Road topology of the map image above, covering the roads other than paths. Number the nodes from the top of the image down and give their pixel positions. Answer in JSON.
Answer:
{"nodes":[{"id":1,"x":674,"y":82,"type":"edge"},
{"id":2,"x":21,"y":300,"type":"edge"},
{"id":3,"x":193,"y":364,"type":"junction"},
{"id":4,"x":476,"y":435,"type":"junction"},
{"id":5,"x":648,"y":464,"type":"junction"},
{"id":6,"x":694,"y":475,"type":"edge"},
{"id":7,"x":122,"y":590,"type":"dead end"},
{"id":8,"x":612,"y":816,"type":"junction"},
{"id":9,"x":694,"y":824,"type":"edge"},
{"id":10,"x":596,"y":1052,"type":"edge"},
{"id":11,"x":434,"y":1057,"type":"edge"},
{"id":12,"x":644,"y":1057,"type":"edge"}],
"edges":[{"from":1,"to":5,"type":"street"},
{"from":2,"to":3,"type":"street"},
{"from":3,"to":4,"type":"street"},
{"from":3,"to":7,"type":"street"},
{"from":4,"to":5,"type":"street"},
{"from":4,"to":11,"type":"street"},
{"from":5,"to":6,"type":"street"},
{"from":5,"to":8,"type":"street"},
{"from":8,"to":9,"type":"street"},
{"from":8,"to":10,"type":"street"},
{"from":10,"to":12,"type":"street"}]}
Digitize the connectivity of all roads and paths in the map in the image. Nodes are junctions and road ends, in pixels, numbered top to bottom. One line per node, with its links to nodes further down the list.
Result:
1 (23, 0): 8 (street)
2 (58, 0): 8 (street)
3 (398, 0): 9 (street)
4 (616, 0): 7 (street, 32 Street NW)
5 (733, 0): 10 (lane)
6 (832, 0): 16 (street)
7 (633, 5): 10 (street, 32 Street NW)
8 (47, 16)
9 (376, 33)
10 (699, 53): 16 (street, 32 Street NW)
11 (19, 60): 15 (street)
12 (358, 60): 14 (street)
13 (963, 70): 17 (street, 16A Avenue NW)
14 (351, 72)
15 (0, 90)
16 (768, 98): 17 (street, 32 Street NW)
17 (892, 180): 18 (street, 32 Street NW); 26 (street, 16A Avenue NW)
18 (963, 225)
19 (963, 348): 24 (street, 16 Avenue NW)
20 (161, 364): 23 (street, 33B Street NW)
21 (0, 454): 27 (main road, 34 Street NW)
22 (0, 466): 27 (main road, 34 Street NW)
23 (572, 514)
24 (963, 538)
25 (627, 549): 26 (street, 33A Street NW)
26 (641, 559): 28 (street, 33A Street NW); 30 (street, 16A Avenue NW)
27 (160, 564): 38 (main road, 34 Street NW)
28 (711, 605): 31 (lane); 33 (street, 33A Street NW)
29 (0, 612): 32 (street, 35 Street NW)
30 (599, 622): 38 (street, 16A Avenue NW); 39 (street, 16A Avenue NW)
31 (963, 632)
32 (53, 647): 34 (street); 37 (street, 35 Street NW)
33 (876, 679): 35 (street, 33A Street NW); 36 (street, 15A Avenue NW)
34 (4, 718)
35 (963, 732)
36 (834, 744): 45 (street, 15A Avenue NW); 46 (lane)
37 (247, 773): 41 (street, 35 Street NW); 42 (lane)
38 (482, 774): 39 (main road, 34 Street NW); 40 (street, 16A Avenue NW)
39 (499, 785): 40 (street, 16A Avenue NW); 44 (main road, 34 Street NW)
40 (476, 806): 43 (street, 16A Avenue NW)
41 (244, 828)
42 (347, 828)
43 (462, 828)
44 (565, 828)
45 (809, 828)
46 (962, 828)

════

## EXERCISE AIM
Return the lines above that include the string "down".

## RESPONSE TO THIS EXERCISE
Road topology of the map image above, covering the roads other than paths. Number the nodes from the top of the image down and give their pixel positions. Answer in JSON.
Digitize the connectivity of all roads and paths in the map in the image. Nodes are junctions and road ends, in pixels, numbered top to bottom. One line per node, with its links to nodes further down the list.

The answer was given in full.